Last month Twitter announced stricter rules regarding the use of their API.  There were a lot of reasons quoted by the company for the rationale.  None of them made sense to me. And it has caused me to rethink my social media updating strategy.

Let me explain why.  I use Twitter as my tool for updating both Facebook and Linkedin.  I, like many people, have a real job and need to spend most of my day running my business.  Social media is important to my business and my marketing efforts, but it’s not the sole thing I do all day.  Therefore, I need tools and processes to make this happen.  For a couple of years now I have been writing in one place, but posting in many.  This has enabled me to be very active on the Social Media front without impacting my business.  This new ruling means that has to change.

I spend very little time out on Linkedin.  I have to say it’s because I find it too busy.  It’s hard to find information and I don’t have time to weed thru minutia.  Tweet Deck helps a bit.  This application is just what Twitter is trying to hurt.  They want everyone driving to the Twitter site and not using tools or aggregators as they are called.  Guys, that’s a sure way to make me stop using Twitter at all.  One of the rules implemented in June said developers should not use Twitter APIs to mimic or reproduce the mainstream Twitter consumer client experience.  In other words, don’t make it look like Twitter.  I don’t believe Twitter patented the way their product looks.

At first, this didn’t seem like a big deal when I originally read the announcement in June.  That’s where the “bad news of the day” comes in.  The bad news is something that was going to show up in a tool I use, won’t be there.  Because of this new ruling.  When I went out to research the ruling, I found out about Linkedin and Twitter severing their ties.  Ouch.  That hurt.  That meant  my tweets couldn’t post to Linkedin.  Ok, now I’m annoyed.  Especially since I found out this ruling will affect another application I use heavily.  That application was hoping to leverage the ability to aggregate social media streams into one place and now Twitter won’t be part of that aggregation.  Grr.

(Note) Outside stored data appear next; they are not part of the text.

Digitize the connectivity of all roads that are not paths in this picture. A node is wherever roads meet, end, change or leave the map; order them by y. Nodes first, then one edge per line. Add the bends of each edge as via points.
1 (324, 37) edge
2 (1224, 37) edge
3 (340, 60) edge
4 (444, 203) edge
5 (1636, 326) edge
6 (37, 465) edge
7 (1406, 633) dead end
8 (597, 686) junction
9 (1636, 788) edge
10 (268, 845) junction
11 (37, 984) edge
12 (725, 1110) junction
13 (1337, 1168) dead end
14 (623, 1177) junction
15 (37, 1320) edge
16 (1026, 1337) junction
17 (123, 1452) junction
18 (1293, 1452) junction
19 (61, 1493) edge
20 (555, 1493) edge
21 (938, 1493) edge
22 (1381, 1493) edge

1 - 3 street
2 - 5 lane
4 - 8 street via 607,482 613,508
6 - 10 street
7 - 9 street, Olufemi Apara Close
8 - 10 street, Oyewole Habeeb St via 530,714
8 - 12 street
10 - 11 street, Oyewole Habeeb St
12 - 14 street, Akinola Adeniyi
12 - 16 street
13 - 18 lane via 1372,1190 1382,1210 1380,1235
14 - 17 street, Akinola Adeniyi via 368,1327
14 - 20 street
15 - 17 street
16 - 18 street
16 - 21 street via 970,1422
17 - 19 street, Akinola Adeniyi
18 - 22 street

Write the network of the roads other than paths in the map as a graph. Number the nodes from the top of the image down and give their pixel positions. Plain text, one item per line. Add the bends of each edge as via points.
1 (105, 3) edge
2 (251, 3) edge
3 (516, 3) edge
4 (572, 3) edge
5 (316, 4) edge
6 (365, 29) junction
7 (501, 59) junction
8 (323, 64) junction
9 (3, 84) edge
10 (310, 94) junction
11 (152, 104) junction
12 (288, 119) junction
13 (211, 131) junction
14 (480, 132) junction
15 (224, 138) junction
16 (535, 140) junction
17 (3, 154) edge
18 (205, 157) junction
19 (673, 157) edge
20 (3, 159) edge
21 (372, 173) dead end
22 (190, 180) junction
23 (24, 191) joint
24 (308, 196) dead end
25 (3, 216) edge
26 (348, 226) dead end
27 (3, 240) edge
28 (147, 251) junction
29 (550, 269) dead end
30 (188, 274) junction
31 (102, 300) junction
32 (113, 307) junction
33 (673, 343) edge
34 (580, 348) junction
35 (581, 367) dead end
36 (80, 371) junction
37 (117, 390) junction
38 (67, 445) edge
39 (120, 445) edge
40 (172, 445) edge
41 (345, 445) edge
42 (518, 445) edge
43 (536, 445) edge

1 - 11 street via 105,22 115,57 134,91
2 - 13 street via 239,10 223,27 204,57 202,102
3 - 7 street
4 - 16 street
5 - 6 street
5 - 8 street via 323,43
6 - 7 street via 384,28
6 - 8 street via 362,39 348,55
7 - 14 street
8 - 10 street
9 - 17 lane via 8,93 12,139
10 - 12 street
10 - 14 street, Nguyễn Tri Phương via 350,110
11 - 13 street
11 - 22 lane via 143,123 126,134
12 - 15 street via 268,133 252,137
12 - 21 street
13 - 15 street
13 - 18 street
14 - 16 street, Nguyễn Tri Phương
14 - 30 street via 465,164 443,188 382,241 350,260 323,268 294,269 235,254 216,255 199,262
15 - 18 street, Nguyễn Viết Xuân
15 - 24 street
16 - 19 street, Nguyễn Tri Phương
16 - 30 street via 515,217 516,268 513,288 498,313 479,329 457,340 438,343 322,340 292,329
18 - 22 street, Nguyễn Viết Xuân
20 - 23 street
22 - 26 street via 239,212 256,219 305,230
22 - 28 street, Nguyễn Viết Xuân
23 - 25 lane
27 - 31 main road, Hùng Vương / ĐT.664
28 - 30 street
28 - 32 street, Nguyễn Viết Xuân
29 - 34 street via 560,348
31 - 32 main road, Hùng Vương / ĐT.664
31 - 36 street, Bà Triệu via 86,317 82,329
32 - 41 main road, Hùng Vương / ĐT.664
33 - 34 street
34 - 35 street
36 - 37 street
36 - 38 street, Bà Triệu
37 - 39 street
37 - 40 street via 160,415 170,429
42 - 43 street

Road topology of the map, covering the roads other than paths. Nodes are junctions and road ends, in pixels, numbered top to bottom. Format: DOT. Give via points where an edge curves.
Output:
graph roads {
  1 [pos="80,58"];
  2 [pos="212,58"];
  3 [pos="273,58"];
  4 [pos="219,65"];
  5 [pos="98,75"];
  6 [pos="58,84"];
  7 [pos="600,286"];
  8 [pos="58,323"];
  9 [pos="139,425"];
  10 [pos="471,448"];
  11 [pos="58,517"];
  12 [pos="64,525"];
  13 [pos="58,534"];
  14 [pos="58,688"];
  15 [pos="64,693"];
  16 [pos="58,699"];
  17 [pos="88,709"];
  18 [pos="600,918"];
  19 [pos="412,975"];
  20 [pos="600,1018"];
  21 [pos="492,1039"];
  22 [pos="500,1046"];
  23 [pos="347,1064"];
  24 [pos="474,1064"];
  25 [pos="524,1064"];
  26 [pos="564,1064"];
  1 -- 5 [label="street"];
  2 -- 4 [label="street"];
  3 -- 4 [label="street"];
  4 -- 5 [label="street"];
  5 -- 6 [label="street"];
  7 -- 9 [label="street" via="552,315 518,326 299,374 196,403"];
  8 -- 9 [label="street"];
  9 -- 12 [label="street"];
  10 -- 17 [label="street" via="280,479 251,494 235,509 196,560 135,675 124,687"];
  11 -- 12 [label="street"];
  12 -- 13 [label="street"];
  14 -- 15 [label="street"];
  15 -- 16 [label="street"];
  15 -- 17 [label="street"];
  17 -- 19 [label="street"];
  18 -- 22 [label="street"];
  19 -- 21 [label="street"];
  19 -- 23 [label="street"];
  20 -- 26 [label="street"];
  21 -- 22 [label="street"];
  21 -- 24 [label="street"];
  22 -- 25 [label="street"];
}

When you look at all the companies, particularly in the CRM space, that have been busy buying up social media applications so they could provide social media interfaces and aggregation of posts, you have to ask yourself what was Twitter thinking.  Or were they thinking at all?  Has Twitter gotten too big for their britches?  Or are they just trying to lure people to Twitter sites so they can spam us?  My gut feeling is this is the case and from what I’m reading, that’s what others believe as well.  It’s all a corporate game and we the end users are the chess pieces.  Gosh, I hate being a pawn.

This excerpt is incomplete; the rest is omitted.